Rainbow Kids” is a more whimiscal title than the more descriptive original Japanese one, “Daiyukai,” which means “big kidnapping.” Written and directed by Okamoto Kihachi (1923-2005, director of some of the great rebel samurai films, such as Kill! [which has lots of black humor], Sword of Doom and Samurai Assassin) in 1991, the movie is a very genial comedy that was a big hit in Japan. There are some matters, such as calculation of inheritance tax in Japan, that are opaque to alien viewers (especially trying to follow the “logic” and the figures in translation that I think can’t be right), but other than that the movie is quite charming without being cloying.

It is a comedy about kidnapping, but the “kid” who is seized is not a child, but an immensely rich 82-year-old widow (Kitabayashi Tanie-No). She does not just charm her three kidnappers (even supplying them the name “rainbow kids” that the media are only two happy to publicize), but takes over management of her ransom negotiations.

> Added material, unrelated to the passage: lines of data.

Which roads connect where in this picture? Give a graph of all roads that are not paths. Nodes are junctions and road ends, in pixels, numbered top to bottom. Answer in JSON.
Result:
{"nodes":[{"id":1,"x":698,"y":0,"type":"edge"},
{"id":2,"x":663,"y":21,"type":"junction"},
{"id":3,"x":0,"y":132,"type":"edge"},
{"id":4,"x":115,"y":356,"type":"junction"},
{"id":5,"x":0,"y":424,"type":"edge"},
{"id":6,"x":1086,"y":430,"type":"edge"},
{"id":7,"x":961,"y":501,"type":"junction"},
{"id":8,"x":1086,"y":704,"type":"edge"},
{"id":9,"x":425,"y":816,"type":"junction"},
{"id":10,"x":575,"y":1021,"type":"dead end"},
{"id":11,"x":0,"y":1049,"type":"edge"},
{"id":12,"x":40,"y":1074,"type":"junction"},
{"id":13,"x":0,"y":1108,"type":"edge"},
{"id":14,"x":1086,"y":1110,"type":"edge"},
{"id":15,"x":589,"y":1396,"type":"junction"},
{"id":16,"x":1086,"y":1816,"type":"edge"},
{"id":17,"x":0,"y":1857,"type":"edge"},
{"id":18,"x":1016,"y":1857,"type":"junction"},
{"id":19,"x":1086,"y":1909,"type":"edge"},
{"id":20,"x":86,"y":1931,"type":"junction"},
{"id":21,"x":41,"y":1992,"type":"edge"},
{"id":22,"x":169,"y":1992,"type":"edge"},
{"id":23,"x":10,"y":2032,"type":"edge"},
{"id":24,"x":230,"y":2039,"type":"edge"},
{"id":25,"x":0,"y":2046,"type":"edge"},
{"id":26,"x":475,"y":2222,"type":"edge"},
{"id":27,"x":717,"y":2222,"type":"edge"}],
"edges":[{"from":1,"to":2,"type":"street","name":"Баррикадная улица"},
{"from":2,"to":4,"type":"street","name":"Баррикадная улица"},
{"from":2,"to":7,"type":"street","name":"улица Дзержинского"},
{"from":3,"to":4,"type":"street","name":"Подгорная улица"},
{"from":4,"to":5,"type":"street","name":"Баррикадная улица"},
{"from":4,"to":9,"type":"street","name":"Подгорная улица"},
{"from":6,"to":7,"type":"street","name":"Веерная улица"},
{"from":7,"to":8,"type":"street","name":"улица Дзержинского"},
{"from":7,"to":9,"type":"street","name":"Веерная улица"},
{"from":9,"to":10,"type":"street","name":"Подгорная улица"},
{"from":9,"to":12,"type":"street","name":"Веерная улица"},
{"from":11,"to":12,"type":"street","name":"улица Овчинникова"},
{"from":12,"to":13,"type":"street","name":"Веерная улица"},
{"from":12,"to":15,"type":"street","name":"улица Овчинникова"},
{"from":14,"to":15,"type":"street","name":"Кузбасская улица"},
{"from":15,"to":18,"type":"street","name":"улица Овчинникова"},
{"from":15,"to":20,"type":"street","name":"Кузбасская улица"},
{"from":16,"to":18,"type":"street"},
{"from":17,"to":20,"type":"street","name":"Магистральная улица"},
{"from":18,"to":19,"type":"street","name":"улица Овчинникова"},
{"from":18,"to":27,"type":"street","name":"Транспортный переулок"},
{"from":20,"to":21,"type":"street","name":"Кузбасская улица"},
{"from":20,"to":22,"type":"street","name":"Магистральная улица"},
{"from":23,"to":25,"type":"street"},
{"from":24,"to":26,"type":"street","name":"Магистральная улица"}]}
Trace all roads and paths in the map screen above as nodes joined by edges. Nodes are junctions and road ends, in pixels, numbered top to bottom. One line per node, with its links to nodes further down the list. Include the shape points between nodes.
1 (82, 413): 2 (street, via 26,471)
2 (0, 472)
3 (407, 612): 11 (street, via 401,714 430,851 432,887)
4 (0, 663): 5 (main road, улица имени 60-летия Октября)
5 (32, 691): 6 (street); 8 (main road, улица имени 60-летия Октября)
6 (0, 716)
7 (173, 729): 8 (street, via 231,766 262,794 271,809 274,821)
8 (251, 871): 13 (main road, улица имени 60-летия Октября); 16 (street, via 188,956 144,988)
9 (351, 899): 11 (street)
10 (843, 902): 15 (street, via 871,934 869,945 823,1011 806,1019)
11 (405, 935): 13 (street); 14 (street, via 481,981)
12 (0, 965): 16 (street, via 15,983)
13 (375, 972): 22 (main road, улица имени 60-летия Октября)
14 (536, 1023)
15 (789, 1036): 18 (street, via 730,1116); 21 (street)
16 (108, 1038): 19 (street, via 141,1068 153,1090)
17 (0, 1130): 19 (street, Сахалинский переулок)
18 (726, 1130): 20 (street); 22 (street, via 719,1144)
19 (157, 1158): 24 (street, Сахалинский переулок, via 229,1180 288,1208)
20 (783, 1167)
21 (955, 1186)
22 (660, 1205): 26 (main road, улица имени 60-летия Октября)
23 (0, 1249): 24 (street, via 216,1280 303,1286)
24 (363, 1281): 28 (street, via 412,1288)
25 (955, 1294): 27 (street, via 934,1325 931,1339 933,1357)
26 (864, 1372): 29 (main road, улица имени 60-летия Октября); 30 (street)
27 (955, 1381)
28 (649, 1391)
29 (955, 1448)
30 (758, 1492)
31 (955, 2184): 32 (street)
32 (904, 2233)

The movie starts with two young men walking out of prison, having served short sentences for petty theft. They are picked up by a third, who has just bought an old car that he is far from proficient at driving. After waiting a couple of rain-filled weeks staking out the Yanagawa mansion and unsuccessfully tailing the matriarch on several ventures out from the stronghold, the three young men nab her, when she starts going out for hikes with a maid who is concerned about having gained half a kilogram of weight.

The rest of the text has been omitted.